Analysis

Eastern promise

HCC 2014Huawei opened this year’s Cloud Computing Congress in Shanghai, China with expected fanfare. On September 15th, HCC gathered over 10,000 customers, partners and industry professionals from more than 80 countries around the world. Participants shared insights and promoted dialogue on industry trends and topics around cloud computing and Big Data.

Attendees at the two-day event heard from 66 of Huawei’s partners and industry leaders across the ecosystem, including Intel, Seagate and SAP. Though the keynote addresses of the first morning set to place the Chinese giant on the global stage with its refreshed cloud computing and IT strategies, the most notable announcement of the morning was the advent of the Huawei Global Connectivity Index (GCI).

Huawei’s GCI is the company’s attempt to quantify connectivity worldwide. The GCI study found that country connectivity correlates with GDP, with Huawei’s analysis of 16 indexes showing that for each GCI percentage point increase the GDP per capital increases 1.4 to 1.9 percent and is relatively higher for emerging countries. Among the countries surveyed, Germany ranks first due to its strong commitment and ongoing investment in information and communications technology (ICT) development, resulting in a market with competitive vitality, according to Huawei.

The report highlighted how different enterprises invest in and gain value from ICT to further identify why some industries are undergoing a digital transformation and some simply are not. In this process, the report was able to allocate each industry to one of four quadrants identified by Huawei: Transformers, Strategists, Tacticians and Stragglers. Perhaps of most interest to Huawei, Transformers regard ICT as a core driving force for business transformation and continuously invest and proactively reshape their ICT business models.

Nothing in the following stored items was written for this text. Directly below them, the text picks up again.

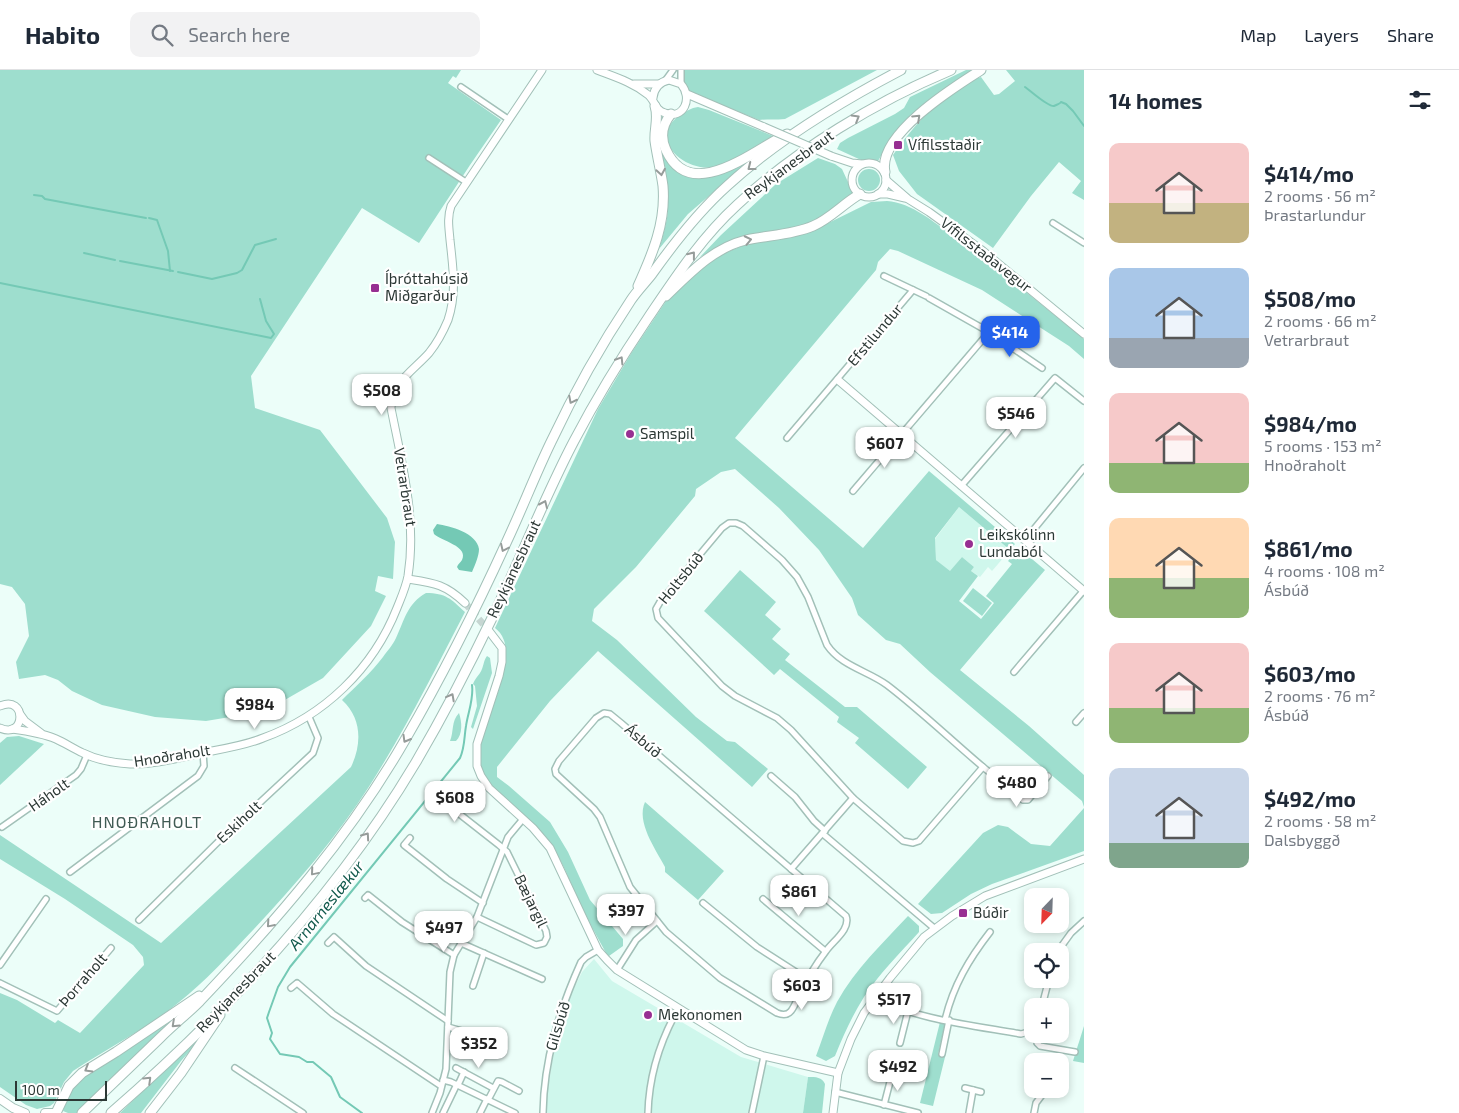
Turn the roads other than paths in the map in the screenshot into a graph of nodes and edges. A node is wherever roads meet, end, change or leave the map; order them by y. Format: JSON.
{"nodes":[{"id":1,"x":542,"y":70,"type":"edge"},
{"id":2,"x":598,"y":70,"type":"edge"},
{"id":3,"x":673,"y":70,"type":"edge"},
{"id":4,"x":681,"y":70,"type":"edge"},
{"id":5,"x":901,"y":70,"type":"edge"},
{"id":6,"x":951,"y":70,"type":"edge"},
{"id":7,"x":981,"y":70,"type":"edge"},
{"id":8,"x":662,"y":82,"type":"junction"},
{"id":9,"x":633,"y":84,"type":"junction"},
{"id":10,"x":681,"y":84,"type":"junction"},
{"id":11,"x":461,"y":87,"type":"dead end"},
{"id":12,"x":687,"y":94,"type":"junction"},
{"id":13,"x":654,"y":102,"type":"junction"},
{"id":14,"x":707,"y":103,"type":"junction"},
{"id":15,"x":686,"y":104,"type":"junction"},
{"id":16,"x":671,"y":114,"type":"junction"},
{"id":17,"x":508,"y":119,"type":"junction"},
{"id":18,"x":804,"y":127,"type":"junction"},
{"id":19,"x":429,"y":158,"type":"dead end"},
{"id":20,"x":840,"y":160,"type":"junction"},
{"id":21,"x":863,"y":164,"type":"junction"},
{"id":22,"x":885,"y":176,"type":"junction"},
{"id":23,"x":852,"y":177,"type":"junction"},
{"id":24,"x":466,"y":182,"type":"junction"},
{"id":25,"x":860,"y":194,"type":"junction"},
{"id":26,"x":878,"y":194,"type":"junction"},
{"id":27,"x":908,"y":199,"type":"junction"},
{"id":28,"x":1053,"y":223,"type":"dead end"},
{"id":29,"x":1084,"y":243,"type":"edge"},
{"id":30,"x":884,"y":276,"type":"dead end"},
{"id":31,"x":913,"y":290,"type":"junction"},
{"id":32,"x":632,"y":298,"type":"junction"},
{"id":33,"x":654,"y":309,"type":"junction"},
{"id":34,"x":990,"y":332,"type":"junction"},
{"id":35,"x":1084,"y":334,"type":"edge"},
{"id":36,"x":1042,"y":368,"type":"dead end"},
{"id":37,"x":838,"y":380,"type":"junction"},
{"id":38,"x":1084,"y":401,"type":"edge"},
{"id":39,"x":901,"y":434,"type":"junction"},
{"id":40,"x":788,"y":438,"type":"dead end"},
{"id":41,"x":1084,"y":468,"type":"edge"},
{"id":42,"x":961,"y":486,"type":"junction"},
{"id":43,"x":853,"y":491,"type":"dead end"},
{"id":44,"x":1025,"y":540,"type":"junction"},
{"id":45,"x":408,"y":578,"type":"junction"},
{"id":46,"x":1084,"y":590,"type":"edge"},
{"id":47,"x":465,"y":603,"type":"tunnel mouth"},
{"id":48,"x":489,"y":631,"type":"tunnel mouth"},
{"id":49,"x":1014,"y":672,"type":"dead end"},
{"id":50,"x":0,"y":706,"type":"edge"},
{"id":51,"x":1084,"y":713,"type":"edge"},
{"id":52,"x":20,"y":714,"type":"junction"},
{"id":53,"x":309,"y":717,"type":"junction"},
{"id":54,"x":1076,"y":722,"type":"dead end"},
{"id":55,"x":5,"y":730,"type":"edge"},
{"id":56,"x":42,"y":733,"type":"junction"},
{"id":57,"x":203,"y":752,"type":"junction"},
{"id":58,"x":87,"y":755,"type":"junction"},
{"id":59,"x":983,"y":767,"type":"junction"},
{"id":60,"x":770,"y":776,"type":"dead end"},
{"id":61,"x":1048,"y":776,"type":"dead end"},
{"id":62,"x":445,"y":791,"type":"dead end"},
{"id":63,"x":853,"y":798,"type":"junction"},
{"id":64,"x":523,"y":819,"type":"junction"},
{"id":65,"x":2,"y":828,"type":"dead end"},
{"id":66,"x":824,"y":832,"type":"junction"},
{"id":67,"x":410,"y":838,"type":"dead end"},
{"id":68,"x":503,"y":848,"type":"junction"},
{"id":69,"x":1084,"y":859,"type":"edge"},
{"id":70,"x":792,"y":869,"type":"junction"},
{"id":71,"x":70,"y":872,"type":"dead end"},
{"id":72,"x":365,"y":898,"type":"dead end"},
{"id":73,"x":46,"y":899,"type":"dead end"},
{"id":74,"x":762,"y":899,"type":"dead end"},
{"id":75,"x":703,"y":902,"type":"dead end"},
{"id":76,"x":483,"y":903,"type":"junction"},
{"id":77,"x":477,"y":917,"type":"junction"},
{"id":78,"x":139,"y":920,"type":"dead end"},
{"id":79,"x":657,"y":921,"type":"junction"},
{"id":80,"x":1084,"y":921,"type":"edge"},
{"id":81,"x":934,"y":928,"type":"junction"},
{"id":82,"x":990,"y":932,"type":"dead end"},
{"id":83,"x":328,"y":942,"type":"dead end"},
{"id":84,"x":461,"y":943,"type":"junction"},
{"id":85,"x":1064,"y":943,"type":"edge"},
{"id":86,"x":111,"y":948,"type":"dead end"},
{"id":87,"x":598,"y":950,"type":"junction"},
{"id":88,"x":825,"y":951,"type":"junction"},
{"id":89,"x":484,"y":953,"type":"junction"},
{"id":90,"x":454,"y":955,"type":"junction"},
{"id":91,"x":0,"y":966,"type":"edge"},
{"id":92,"x":617,"y":970,"type":"junction"},
{"id":93,"x":302,"y":977,"type":"dead end"},
{"id":94,"x":542,"y":979,"type":"dead end"},
{"id":95,"x":808,"y":979,"type":"junction"},
{"id":96,"x":297,"y":982,"type":"junction"},
{"id":97,"x":0,"y":983,"type":"edge"},
{"id":98,"x":473,"y":986,"type":"dead end"},
{"id":99,"x":291,"y":988,"type":"dead end"},
{"id":100,"x":210,"y":990,"type":"junction"},
{"id":101,"x":874,"y":997,"type":"junction"},
{"id":102,"x":224,"y":1008,"type":"junction"},
{"id":103,"x":678,"y":1009,"type":"junction"},
{"id":104,"x":908,"y":1011,"type":"junction"},
{"id":105,"x":947,"y":1020,"type":"junction"},
{"id":106,"x":448,"y":1024,"type":"junction"},
{"id":107,"x":1024,"y":1034,"type":"edge"},
{"id":108,"x":483,"y":1037,"type":"dead end"},
{"id":109,"x":900,"y":1043,"type":"dead end"},
{"id":110,"x":1038,"y":1043,"type":"edge"},
{"id":111,"x":1075,"y":1052,"type":"dead end"},
{"id":112,"x":942,"y":1054,"type":"dead end"},
{"id":113,"x":764,"y":1056,"type":"junction"},
{"id":114,"x":235,"y":1068,"type":"dead end"},
{"id":115,"x":456,"y":1068,"type":"dead end"},
{"id":116,"x":464,"y":1072,"type":"junction"},
{"id":117,"x":838,"y":1074,"type":"junction"},
{"id":118,"x":892,"y":1074,"type":"dead end"},
{"id":119,"x":442,"y":1083,"type":"junction"},
{"id":120,"x":457,"y":1085,"type":"junction"},
{"id":121,"x":493,"y":1088,"type":"junction"},
{"id":122,"x":966,"y":1088,"type":"dead end"},
{"id":123,"x":973,"y":1090,"type":"junction"},
{"id":124,"x":519,"y":1091,"type":"dead end"},
{"id":125,"x":835,"y":1092,"type":"junction"},
{"id":126,"x":981,"y":1092,"type":"dead end"},
{"id":127,"x":1040,"y":1098,"type":"edge"},
{"id":128,"x":0,"y":1099,"type":"edge"},
{"id":129,"x":487,"y":1099,"type":"junction"},
{"id":130,"x":884,"y":1105,"type":"junction"},
{"id":131,"x":25,"y":1113,"type":"edge"},
{"id":132,"x":45,"y":1113,"type":"edge"},
{"id":133,"x":55,"y":1113,"type":"edge"},
{"id":134,"x":82,"y":1113,"type":"edge"},
{"id":135,"x":111,"y":1113,"type":"edge"},
{"id":136,"x":150,"y":1113,"type":"edge"},
{"id":137,"x":303,"y":1113,"type":"edge"},
{"id":138,"x":432,"y":1113,"type":"edge"},
{"id":139,"x":443,"y":1113,"type":"edge"},
{"id":140,"x":480,"y":1113,"type":"edge"},
{"id":141,"x":515,"y":1113,"type":"edge"},
{"id":142,"x":543,"y":1113,"type":"edge"},
{"id":143,"x":648,"y":1113,"type":"edge"},
{"id":144,"x":752,"y":1113,"type":"edge"},
{"id":145,"x":833,"y":1113,"type":"edge"},
{"id":146,"x":918,"y":1113,"type":"edge"},
{"id":147,"x":969,"y":1113,"type":"edge"},
{"id":148,"x":1034,"y":1113,"type":"edge"}],
"edges":[{"from":1,"to":17,"type":"street","name":"Vetrarbraut"},
{"from":2,"to":9,"type":"street"},
{"from":3,"to":8,"type":"street"},
{"from":4,"to":10,"type":"street"},
{"from":5,"to":18,"type":"highway","name":"Reykjanesbraut"},
{"from":33,"to":6,"type":"highway","name":"Reykjanesbraut","one_way":true},
{"from":22,"to":7,"type":"highway","one_way":true},
{"from":8,"to":9,"type":"street"},
{"from":8,"to":10,"type":"street"},
{"from":8,"to":13,"type":"street"},
{"from":9,"to":13,"type":"street"},
{"from":10,"to":12,"type":"street"},
{"from":11,"to":17,"type":"street"},
{"from":12,"to":14,"type":"street","name":"Vífilsstaðavegur"},
{"from":12,"to":15,"type":"street"},
{"from":13,"to":16,"type":"street"},
{"from":13,"to":32,"type":"highway","one_way":true},
{"from":14,"to":15,"type":"street","name":"Vífilsstaðavegur"},
{"from":14,"to":20,"type":"street","name":"Vífilsstaðavegur","bridge":true},
{"from":15,"to":16,"type":"street"},
{"from":16,"to":18,"type":"highway"},
{"from":17,"to":24,"type":"street","name":"Vetrarbraut"},
{"from":18,"to":32,"type":"highway","name":"Reykjanesbraut","one_way":true},
{"from":19,"to":24,"type":"street"},
{"from":20,"to":21,"type":"street","name":"Vífilsstaðavegur"},
{"from":20,"to":23,"type":"street"},
{"from":21,"to":22,"type":"street","name":"Vífilsstaðavegur"},
{"from":21,"to":23,"type":"street"},
{"from":22,"to":26,"type":"street"},
{"from":22,"to":27,"type":"street","name":"Vífilsstaðavegur"},
{"from":23,"to":25,"type":"street"},
{"from":24,"to":45,"type":"street","name":"Vetrarbraut"},
{"from":25,"to":26,"type":"street","name":"Vífilsstaðavegur"},
{"from":33,"to":25,"type":"highway","one_way":true},
{"from":26,"to":27,"type":"street","name":"Vífilsstaðavegur"},
{"from":27,"to":35,"type":"street","name":"Vífilsstaðavegur"},
{"from":28,"to":29,"type":"street"},
{"from":30,"to":31,"type":"street","name":"Efstilundur"},
{"from":31,"to":34,"type":"street","name":"Efstilundur"},
{"from":31,"to":37,"type":"street","name":"Efstilundur"},
{"from":32,"to":100,"type":"highway","name":"Reykjanesbraut","one_way":true},
{"from":102,"to":33,"type":"highway","name":"Reykjanesbraut","one_way":true},
{"from":34,"to":36,"type":"street","name":"Efstilundur"},
{"from":34,"to":39,"type":"street"},
{"from":37,"to":39,"type":"street"},
{"from":37,"to":40,"type":"street","name":"Efstilundur"},
{"from":38,"to":42,"type":"street"},
{"from":39,"to":42,"type":"street"},
{"from":39,"to":43,"type":"street"},
{"from":41,"to":44,"type":"street"},
{"from":42,"to":44,"type":"street"},
{"from":44,"to":46,"type":"street"},
{"from":45,"to":47,"type":"street"},
{"from":45,"to":53,"type":"street","name":"Hnoðraholt"},
{"from":46,"to":49,"type":"street"},
{"from":48,"to":64,"type":"street"},
{"from":50,"to":52,"type":"street"},
{"from":51,"to":54,"type":"street"},
{"from":52,"to":55,"type":"street"},
{"from":52,"to":56,"type":"street","name":"Hnoðraholt"},
{"from":53,"to":57,"type":"street","name":"Hnoðraholt"},
{"from":53,"to":78,"type":"street","name":"Eskiholt"},
{"from":55,"to":56,"type":"street","name":"Hnoðraholt"},
{"from":56,"to":58,"type":"street","name":"Hnoðraholt"},
{"from":57,"to":58,"type":"street","name":"Hnoðraholt"},
{"from":57,"to":71,"type":"street"},
{"from":58,"to":65,"type":"street","name":"Háholt"},
{"from":59,"to":61,"type":"street","name":"Holtsbúð"},
{"from":59,"to":63,"type":"street","name":"Holtsbúð"},
{"from":59,"to":63,"type":"street","name":"Holtsbúð"},
{"from":60,"to":66,"type":"street"},
{"from":62,"to":68,"type":"street","name":"Bæjargil"},
{"from":63,"to":66,"type":"street"},
{"from":64,"to":68,"type":"street","name":"Bæjargil"},
{"from":64,"to":87,"type":"street"},
{"from":66,"to":70,"type":"street"},
{"from":66,"to":81,"type":"street"},
{"from":67,"to":76,"type":"street"},
{"from":68,"to":76,"type":"street","name":"Bæjargil"},
{"from":68,"to":77,"type":"street","name":"Bæjargil"},
{"from":69,"to":81,"type":"street"},
{"from":70,"to":79,"type":"street","name":"Ásbúð"},
{"from":70,"to":88,"type":"street","name":"Ásbúð"},
{"from":72,"to":90,"type":"street"},
{"from":73,"to":91,"type":"street"},
{"from":74,"to":88,"type":"street"},
{"from":75,"to":95,"type":"street"},
{"from":76,"to":77,"type":"street","name":"Bæjargil"},
{"from":77,"to":84,"type":"street","name":"Bæjargil"},
{"from":79,"to":92,"type":"street"},
{"from":79,"to":95,"type":"street","name":"Ásbúð"},
{"from":80,"to":85,"type":"street"},
{"from":81,"to":101,"type":"street"},
{"from":82,"to":105,"type":"street"},
{"from":83,"to":106,"type":"street"},
{"from":84,"to":89,"type":"street"},
{"from":84,"to":90,"type":"street","name":"Bæjargil"},
{"from":86,"to":97,"type":"street","name":"Þorraholt"},
{"from":87,"to":92,"type":"street"},
{"from":87,"to":142,"type":"street","name":"Gilsbúð"},
{"from":88,"to":95,"type":"street","name":"Ásbúð"},
{"from":89,"to":94,"type":"street"},
{"from":89,"to":98,"type":"street"},
{"from":90,"to":106,"type":"street","name":"Bæjargil"},
{"from":92,"to":103,"type":"street"},
{"from":93,"to":96,"type":"street"},
{"from":96,"to":99,"type":"street"},
{"from":96,"to":119,"type":"street"},
{"from":100,"to":133,"type":"highway","one_way":true},
{"from":100,"to":134,"type":"highway","name":"Reykjanesbraut","one_way":true},
{"from":101,"to":104,"type":"street"},
{"from":101,"to":117,"type":"street"},
{"from":135,"to":102,"type":"highway","name":"Reykjanesbraut","one_way":true},
{"from":102,"to":136,"type":"highway"},
{"from":103,"to":113,"type":"street"},
{"from":103,"to":143,"type":"street"},
{"from":104,"to":105,"type":"street"},
{"from":104,"to":109,"type":"street"},
{"from":105,"to":107,"type":"street"},
{"from":105,"to":112,"type":"street"},
{"from":106,"to":108,"type":"street"},
{"from":106,"to":119,"type":"street","name":"Bæjargil"},
{"from":110,"to":111,"type":"street"},
{"from":113,"to":117,"type":"street"},
{"from":113,"to":144,"type":"street"},
{"from":114,"to":137,"type":"street"},
{"from":115,"to":116,"type":"street"},
{"from":116,"to":120,"type":"street"},
{"from":116,"to":121,"type":"street"},
{"from":117,"to":125,"type":"street"},
{"from":118,"to":130,"type":"street"},
{"from":119,"to":120,"type":"street"},
{"from":119,"to":138,"type":"street","name":"Bæjargil"},
{"from":120,"to":129,"type":"street"},
{"from":120,"to":139,"type":"street"},
{"from":121,"to":124,"type":"street"},
{"from":121,"to":129,"type":"street"},
{"from":122,"to":123,"type":"street"},
{"from":123,"to":126,"type":"street"},
{"from":123,"to":147,"type":"street"},
{"from":125,"to":130,"type":"street"},
{"from":125,"to":145,"type":"street"},
{"from":127,"to":148,"type":"street"},
{"from":128,"to":131,"type":"main road"},
{"from":129,"to":140,"type":"street"},
{"from":129,"to":141,"type":"street"},
{"from":130,"to":146,"type":"street"},
{"from":132,"to":133,"type":"main road"}]}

Industries such as finance, education, oil and gas and manufacturing demonstrate ICT-enabled transformation. With 71 percent of finance enterprises indicating their ICT investment will increase by more than five percent over the next two years, it is the highest ranking industry for development. The GCI reports that 65 percent of enterprises plan to increase their ICT investment over the next two years.

In addition to the GCI, Huawei top-brass laid out the company’s IT plan, as well as a suite of new cloud computing products. Data centres, converged storage solutions, cloud operating systems and Big Data analytics platforms took the stage and aimed to bring to life Huawei’s vision to “Make IT Simple, Make Business Agile.” In his keynote speech, Zheng Yelai, President of IT Product Line, predicted, “Rapid developments in the digital world are redefining information technology. We will see increasing mobility-based data consumption, Internet of Things (IoT)-based data collection, Big Data-based data analytics, and cloud-based data sharing in the near future. Enterprise IT consumption models are also changing: the equipment-centric model is evolving into one that centres on applications and services, and independent data management and operation and maintenance (O&M) will evolve into unified management and operations. Future-proof enterprise data centres will need to be service-driven.”

The HCC showcase was dotted with booths highlighting how Huawei’s innovations are changing the way we bank, travel and even use our healthcare systems. End-users were on hand to discuss how the company’s solutions had enabled their businesses. HCC 2014 also saw the release of Huawei’s FusionSphere 5.0 cloud OS as well as the much anticipated OceanStor converged storage system, both of which are key components of the Service Driven-Distributed Cloud Data, or SD-DC², architecture.